Two years on, injuries have been an explanation, especially when Liverpool were without 10 players, but now Andy Robertson is the only member of the strongest side who is absent. Klopp was able to pick his first-choice midfield of Thiago Alcantara, Fabinho and Jordan Henderson against Brighton on Saturday, but where he wanted control, he got chaos.

There is the troubled beginning of Darwin Nunez, limited to a solitary start in the last seven games by a combination of suspension, a minor injury and, more pertinently, Klopp’s selections. In seven years at Anfield, he has arguably never had so many of his pivotal players out of form as now: Mohamed Salah, Fabinho, Virgil van Dijk and Trent Alexander-Arnold top the list.

Maybe only Alisson, Luis Diaz, Roberto Firmino, Fabio Carvalho and Harvey Elliott have had even moderately good seasons so far and only two of them rank in Liverpool’s best team.

Theirs has been a stop-start season, with postponed games, when encouragement then seems a false dawn. The thrashing by Napoli represented rock bottom, a win over Ajax showed some positive signs only for difficulties to recur against Brighton. With each setback, confidence takes a kicking. Even the immortals are not immune from it.

“People can ask, how could it happen that these players are not full of confidence?” Klopp said. “Do you think Cristiano Ronaldo at this moment is top of his confidence levels? He was for ages the best player in the world and now it is not going his way and it is not exactly the same. That happens to all of us. Lionel Messi played last season where it was not exactly the same.”

 (Liverpool FC via Getty Images)
(Liverpool FC via Getty Images)

Yet with Liverpool much is the same: Nunez and Carvalho apart, it is largely the same personnel. “We do exactly the same the previous years with the same players,” Kostas Tsimikas said. “It is not possible everybody forgets the tactics and the gameplan of the manager.”

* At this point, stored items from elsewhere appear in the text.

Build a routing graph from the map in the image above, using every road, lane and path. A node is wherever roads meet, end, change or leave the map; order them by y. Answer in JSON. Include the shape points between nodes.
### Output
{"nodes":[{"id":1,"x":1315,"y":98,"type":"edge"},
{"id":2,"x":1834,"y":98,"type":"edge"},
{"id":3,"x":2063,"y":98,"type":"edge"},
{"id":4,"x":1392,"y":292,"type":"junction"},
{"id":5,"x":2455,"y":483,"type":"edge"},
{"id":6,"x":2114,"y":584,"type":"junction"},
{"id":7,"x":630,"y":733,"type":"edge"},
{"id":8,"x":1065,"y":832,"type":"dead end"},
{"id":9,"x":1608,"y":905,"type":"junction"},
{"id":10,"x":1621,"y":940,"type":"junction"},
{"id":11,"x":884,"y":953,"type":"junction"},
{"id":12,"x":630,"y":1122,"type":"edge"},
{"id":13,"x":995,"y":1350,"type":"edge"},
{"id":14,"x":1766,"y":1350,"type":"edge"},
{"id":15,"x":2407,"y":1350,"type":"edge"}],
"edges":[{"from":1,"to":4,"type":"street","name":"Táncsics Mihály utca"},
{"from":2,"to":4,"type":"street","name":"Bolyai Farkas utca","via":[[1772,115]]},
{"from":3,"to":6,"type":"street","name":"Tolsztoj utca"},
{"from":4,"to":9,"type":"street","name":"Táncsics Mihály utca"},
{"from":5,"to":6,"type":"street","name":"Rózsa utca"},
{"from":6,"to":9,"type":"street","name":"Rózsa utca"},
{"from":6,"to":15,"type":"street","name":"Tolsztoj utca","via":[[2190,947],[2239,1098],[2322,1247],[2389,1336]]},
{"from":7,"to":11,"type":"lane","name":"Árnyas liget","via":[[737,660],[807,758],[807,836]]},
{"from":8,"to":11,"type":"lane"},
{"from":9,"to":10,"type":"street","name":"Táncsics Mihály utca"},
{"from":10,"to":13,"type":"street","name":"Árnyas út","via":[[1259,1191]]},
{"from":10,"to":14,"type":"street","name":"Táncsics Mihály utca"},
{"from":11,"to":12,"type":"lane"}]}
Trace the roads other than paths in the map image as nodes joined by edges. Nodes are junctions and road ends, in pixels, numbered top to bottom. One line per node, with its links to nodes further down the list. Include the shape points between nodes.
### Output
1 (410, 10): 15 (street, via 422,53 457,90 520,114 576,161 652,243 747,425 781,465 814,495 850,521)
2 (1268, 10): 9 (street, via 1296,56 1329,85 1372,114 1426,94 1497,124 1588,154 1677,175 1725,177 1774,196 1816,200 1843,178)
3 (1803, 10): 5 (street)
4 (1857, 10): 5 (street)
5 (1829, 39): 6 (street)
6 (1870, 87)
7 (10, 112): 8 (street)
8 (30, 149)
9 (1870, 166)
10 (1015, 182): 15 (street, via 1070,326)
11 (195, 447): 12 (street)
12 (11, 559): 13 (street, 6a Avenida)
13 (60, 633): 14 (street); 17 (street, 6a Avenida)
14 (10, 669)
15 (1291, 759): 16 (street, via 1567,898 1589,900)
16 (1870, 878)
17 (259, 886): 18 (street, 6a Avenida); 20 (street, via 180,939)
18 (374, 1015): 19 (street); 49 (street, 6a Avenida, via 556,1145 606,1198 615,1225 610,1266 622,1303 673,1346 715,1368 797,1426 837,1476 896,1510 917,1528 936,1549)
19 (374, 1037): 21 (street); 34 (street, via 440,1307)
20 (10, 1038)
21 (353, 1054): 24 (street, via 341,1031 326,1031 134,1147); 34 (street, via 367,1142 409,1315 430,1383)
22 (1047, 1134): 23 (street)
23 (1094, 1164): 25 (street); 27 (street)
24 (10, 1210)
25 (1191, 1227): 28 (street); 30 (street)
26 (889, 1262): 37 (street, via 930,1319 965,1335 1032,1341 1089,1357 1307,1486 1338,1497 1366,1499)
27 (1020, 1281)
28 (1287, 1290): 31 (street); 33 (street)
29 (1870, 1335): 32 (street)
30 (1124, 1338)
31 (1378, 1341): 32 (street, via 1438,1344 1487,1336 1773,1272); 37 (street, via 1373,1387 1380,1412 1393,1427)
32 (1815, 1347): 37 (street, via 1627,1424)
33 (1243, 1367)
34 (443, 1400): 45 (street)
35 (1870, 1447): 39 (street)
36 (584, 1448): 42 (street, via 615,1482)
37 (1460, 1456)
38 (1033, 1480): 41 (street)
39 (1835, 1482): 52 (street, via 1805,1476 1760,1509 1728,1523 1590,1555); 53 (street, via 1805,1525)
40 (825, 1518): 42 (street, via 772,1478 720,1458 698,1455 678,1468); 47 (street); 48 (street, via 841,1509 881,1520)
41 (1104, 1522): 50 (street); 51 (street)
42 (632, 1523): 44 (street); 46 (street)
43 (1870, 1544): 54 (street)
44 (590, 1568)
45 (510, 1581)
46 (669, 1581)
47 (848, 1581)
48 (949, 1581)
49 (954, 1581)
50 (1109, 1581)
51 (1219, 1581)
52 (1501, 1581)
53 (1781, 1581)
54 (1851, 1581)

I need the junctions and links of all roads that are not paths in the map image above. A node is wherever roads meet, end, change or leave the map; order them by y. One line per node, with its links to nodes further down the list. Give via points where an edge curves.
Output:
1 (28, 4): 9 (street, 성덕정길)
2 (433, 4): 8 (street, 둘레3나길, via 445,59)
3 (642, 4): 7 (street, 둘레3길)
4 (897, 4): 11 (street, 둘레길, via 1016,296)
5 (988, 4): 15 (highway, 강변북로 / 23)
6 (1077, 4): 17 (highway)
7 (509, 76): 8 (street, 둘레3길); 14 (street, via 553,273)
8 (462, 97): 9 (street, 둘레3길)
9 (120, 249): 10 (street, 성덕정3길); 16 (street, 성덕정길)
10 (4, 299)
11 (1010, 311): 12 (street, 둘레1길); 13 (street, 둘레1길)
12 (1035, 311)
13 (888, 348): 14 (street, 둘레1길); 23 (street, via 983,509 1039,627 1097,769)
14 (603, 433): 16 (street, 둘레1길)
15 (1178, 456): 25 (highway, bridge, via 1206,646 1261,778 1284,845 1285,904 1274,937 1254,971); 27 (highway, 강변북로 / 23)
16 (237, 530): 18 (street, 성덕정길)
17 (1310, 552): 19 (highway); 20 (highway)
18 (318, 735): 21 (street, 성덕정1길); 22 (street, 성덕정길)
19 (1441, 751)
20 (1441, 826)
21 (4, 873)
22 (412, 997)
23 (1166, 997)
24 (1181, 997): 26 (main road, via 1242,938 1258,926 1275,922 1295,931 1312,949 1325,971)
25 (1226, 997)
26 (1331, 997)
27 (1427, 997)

Rather than forgetting them, however, they simply have not implemented them as well. Klopp’s temptation is to double down on his strategy; his use of the word “reinvent” in Naples was deceptive, when he intended to restore and revive the essentials of their previous success. “We can play exactly the same and do better; that is already a fix,” he said. And yet there is also a temptation to change. “We cannot always start something completely new but if we can help the boys with a way to defend differently we will do that,” he pledged.

Liverpool always relied on chemistry and cohesion. They have lost them, which makes a rebuilding job tougher than just reconstructing one player’s game. “In individual sports maybe you can fight yourself through it but in a team sport we all have to do it together and that makes it a bit more complicated,” Klopp said.

The Premier League’s longest-serving manager will bring up his seventh anniversary this week. Klopp has often railed at short-termism. Now he suggested Liverpool’s issues cannot be fixed in the short term. “Always in life when you spot a problem you think about it, think you have a solution and then you expect the solution to be instantly influential, sorted,” he added. “That in football is never the case and it would not have been the case had we won the [Brighton] game 3-2.”

It leaves him looking for repetition to rejuvenate Liverpool, hoping playing the percentages will get the right results. “Patience is not 100 percent the right word but we have to be patient to do the right thing again, and again and again until it works out again and then we will be fine,” he said.

“We have to increase the amount of good moments and decrease the amount of not-so-good-moments. That is how you get out of every situation in life until you can make mistakes again and they are not as impactful as they are in the moment.”

But for now, as Klopp indicated, the mistakes are not confined to defence, midfield or attack. Because everything is quite a lot.